= Beginning of Section =

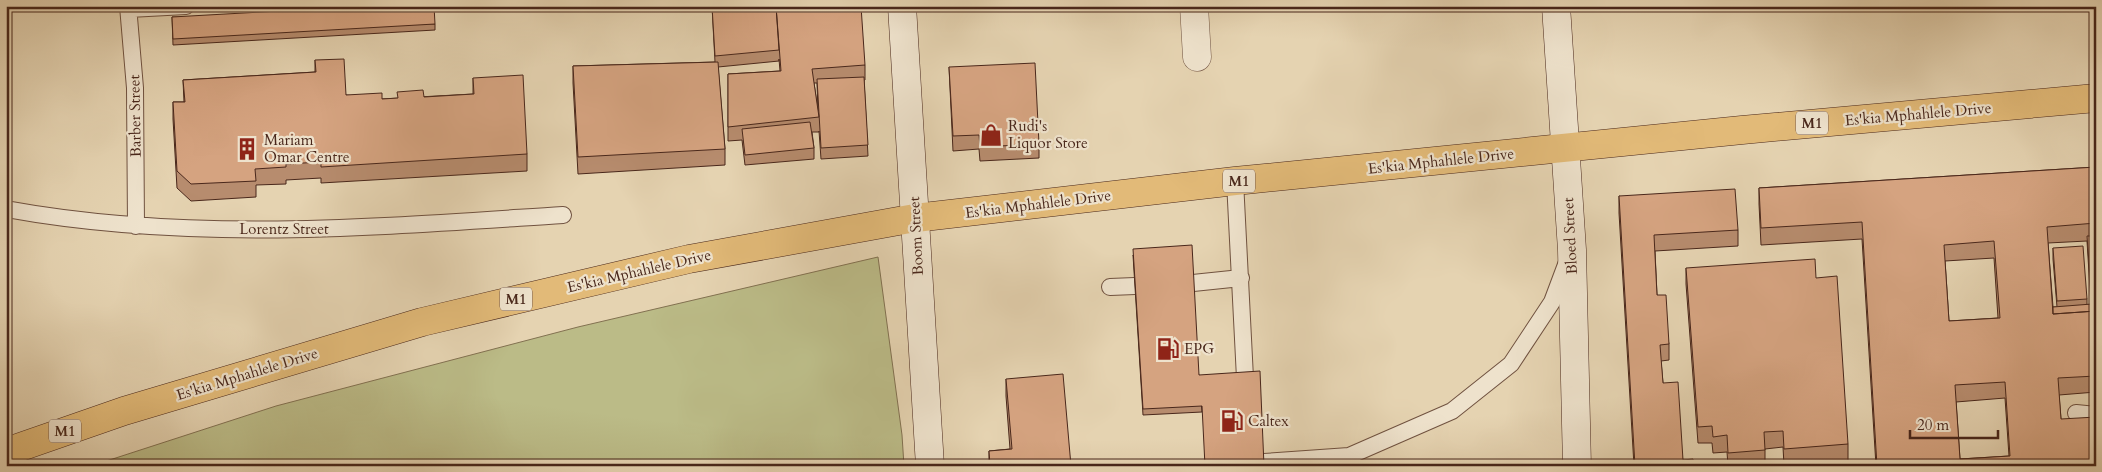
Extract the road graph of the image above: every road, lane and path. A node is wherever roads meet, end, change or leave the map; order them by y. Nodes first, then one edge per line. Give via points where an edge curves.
1 (186, 6) edge
2 (902, 6) edge
3 (1194, 6) edge
4 (1556, 6) edge
5 (128, 8) edge
6 (1197, 57) dead end
7 (2096, 83) edge
8 (2096, 98) edge
9 (2059, 101) junction
10 (1564, 149) junction
11 (1235, 182) junction
12 (6, 208) edge
13 (563, 215) dead end
14 (915, 218) junction
15 (136, 226) junction
16 (1572, 250) junction
17 (1240, 278) junction
18 (1193, 283) edge
19 (1135, 286) edge
20 (1110, 287) dead end
21 (1245, 378) edge
22 (2076, 413) dead end
23 (2096, 415) edge
24 (6, 452) edge
25 (1351, 461) edge
26 (1264, 462) edge
27 (930, 466) edge
28 (1577, 466) edge

1 - 5 lane
2 - 14 main road, Boom Street
3 - 6 main road
4 - 10 main road, Bloed Street
5 - 15 lane, Barber Street via 136,88
7 - 9 main road
8 - 9 main road, Es'kia Mphahlele Drive / M1
9 - 10 main road, Es'kia Mphahlele Drive / M1
10 - 11 main road, Es'kia Mphahlele Drive / M1
10 - 16 main road, Bloed Street
11 - 14 main road, Es'kia Mphahlele Drive / M1
11 - 17 lane
12 - 15 lane, Lorentz Street
13 - 15 lane, Lorentz Street via 344,229 206,230
14 - 24 main road, Es'kia Mphahlele Drive / M1 via 689,258 422,322 124,411
14 - 27 main road, Boom Street
16 - 25 lane via 1552,302 1511,364 1452,411
16 - 28 main road, Bloed Street
17 - 18 lane
17 - 21 lane
19 - 20 lane
22 - 23 lane
25 - 26 lane

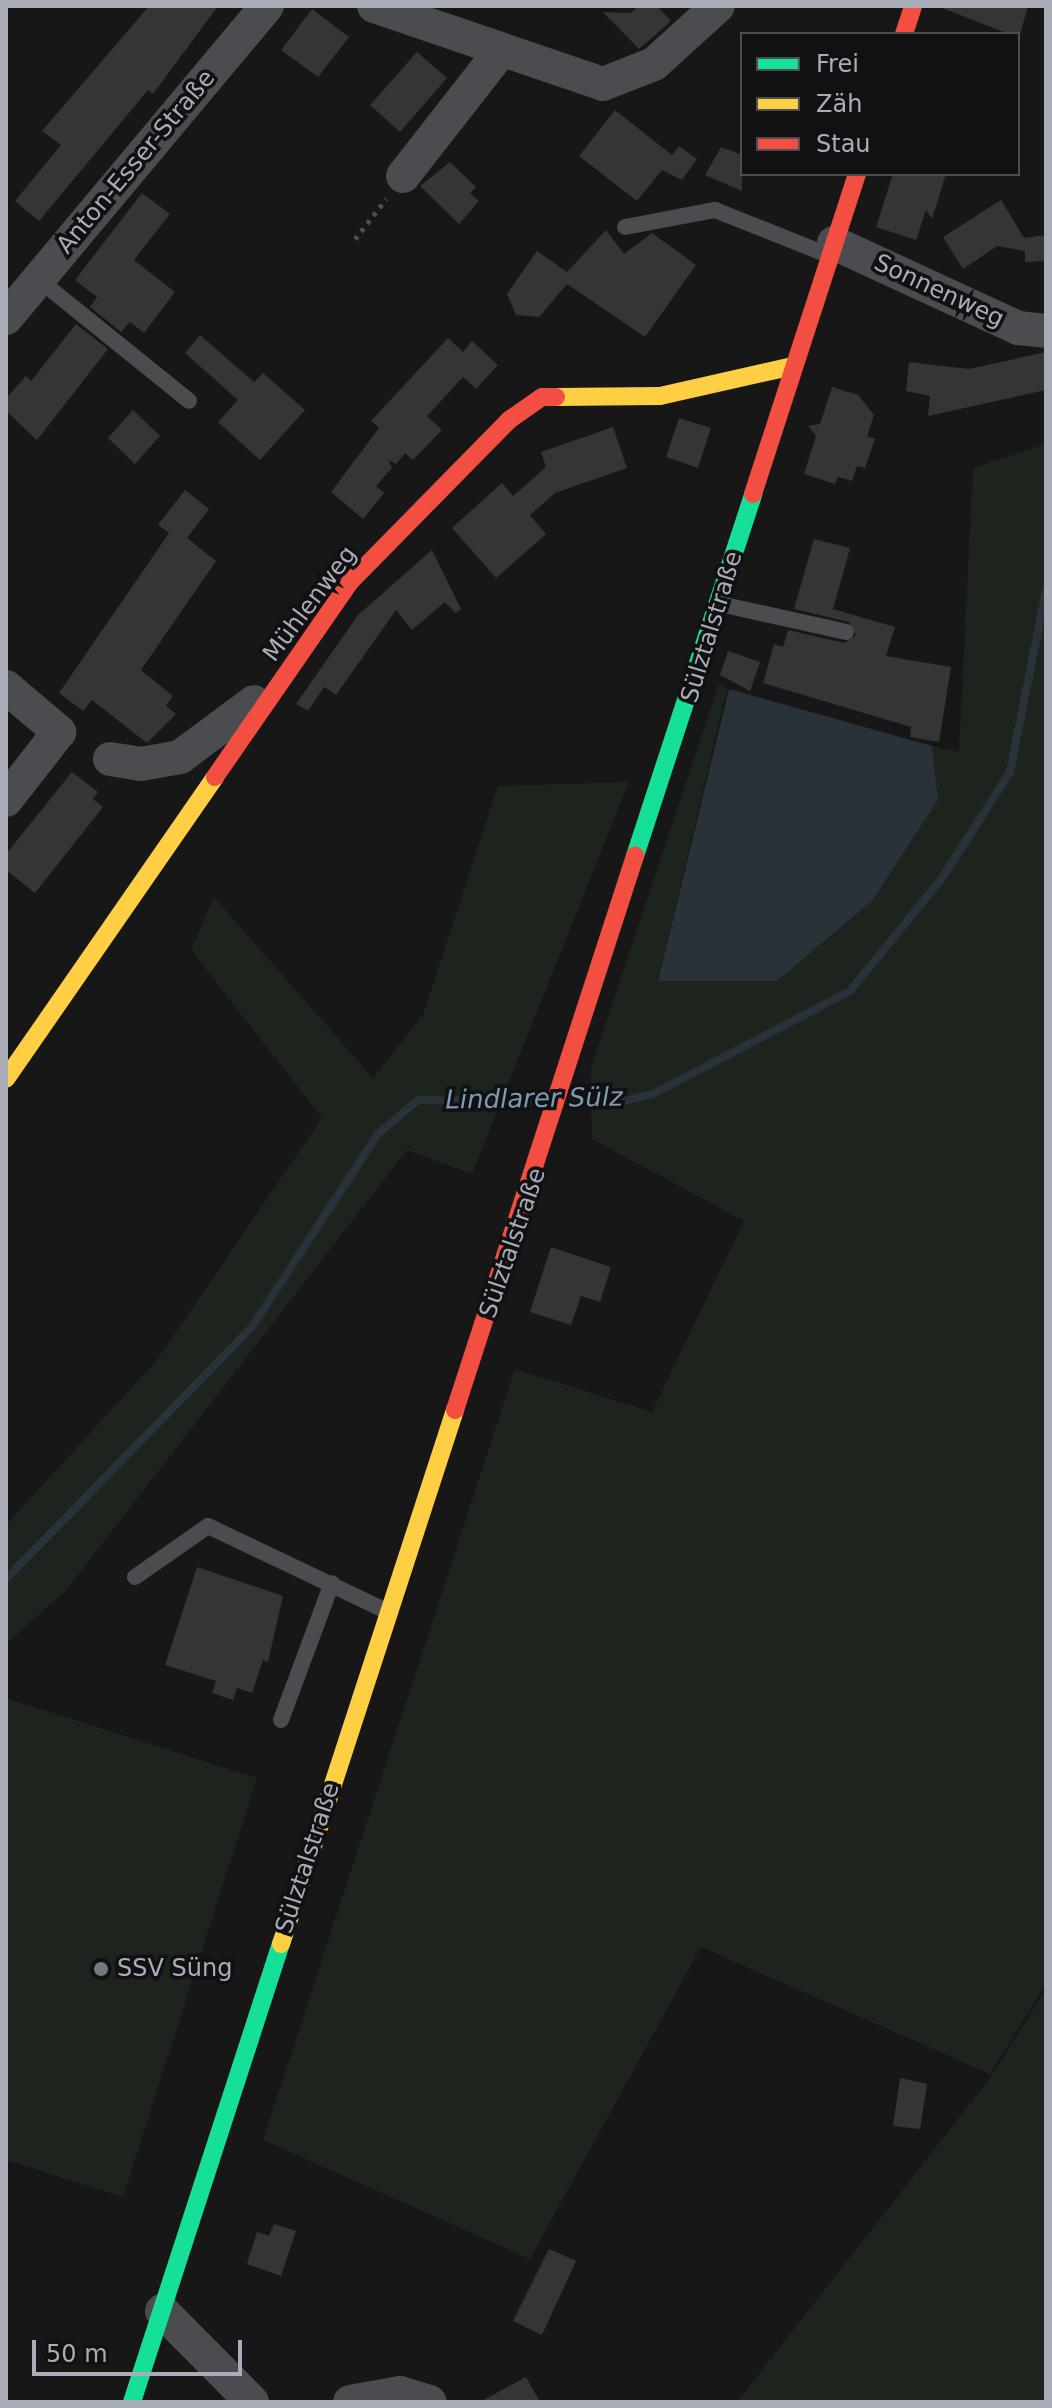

= End of Section =

__TASK STATEMENT__
Without the pictures, restate all of the entries word for word.

__SOLUTION FOR THIS EXERCISE__
Extract the road graph of the image above: every road, lane and path. A node is wherever roads meet, end, change or leave the map; order them by y. Nodes first, then one edge per line. Give via points where an edge curves.
1 (186, 6) edge
2 (902, 6) edge
3 (1194, 6) edge
4 (1556, 6) edge
5 (128, 8) edge
6 (1197, 57) dead end
7 (2096, 83) edge
8 (2096, 98) edge
9 (2059, 101) junction
10 (1564, 149) junction
11 (1235, 182) junction
12 (6, 208) edge
13 (563, 215) dead end
14 (915, 218) junction
15 (136, 226) junction
16 (1572, 250) junction
17 (1240, 278) junction
18 (1193, 283) edge
19 (1135, 286) edge
20 (1110, 287) dead end
21 (1245, 378) edge
22 (2076, 413) dead end
23 (2096, 415) edge
24 (6, 452) edge
25 (1351, 461) edge
26 (1264, 462) edge
27 (930, 466) edge
28 (1577, 466) edge

1 - 5 lane
2 - 14 main road, Boom Street
3 - 6 main road
4 - 10 main road, Bloed Street
5 - 15 lane, Barber Street via 136,88
7 - 9 main road
8 - 9 main road, Es'kia Mphahlele Drive / M1
9 - 10 main road, Es'kia Mphahlele Drive / M1
10 - 11 main road, Es'kia Mphahlele Drive / M1
10 - 16 main road, Bloed Street
11 - 14 main road, Es'kia Mphahlele Drive / M1
11 - 17 lane
12 - 15 lane, Lorentz Street
13 - 15 lane, Lorentz Street via 344,229 206,230
14 - 24 main road, Es'kia Mphahlele Drive / M1 via 689,258 422,322 124,411
14 - 27 main road, Boom Street
16 - 25 lane via 1552,302 1511,364 1452,411
16 - 28 main road, Bloed Street
17 - 18 lane
17 - 21 lane
19 - 20 lane
22 - 23 lane
25 - 26 lane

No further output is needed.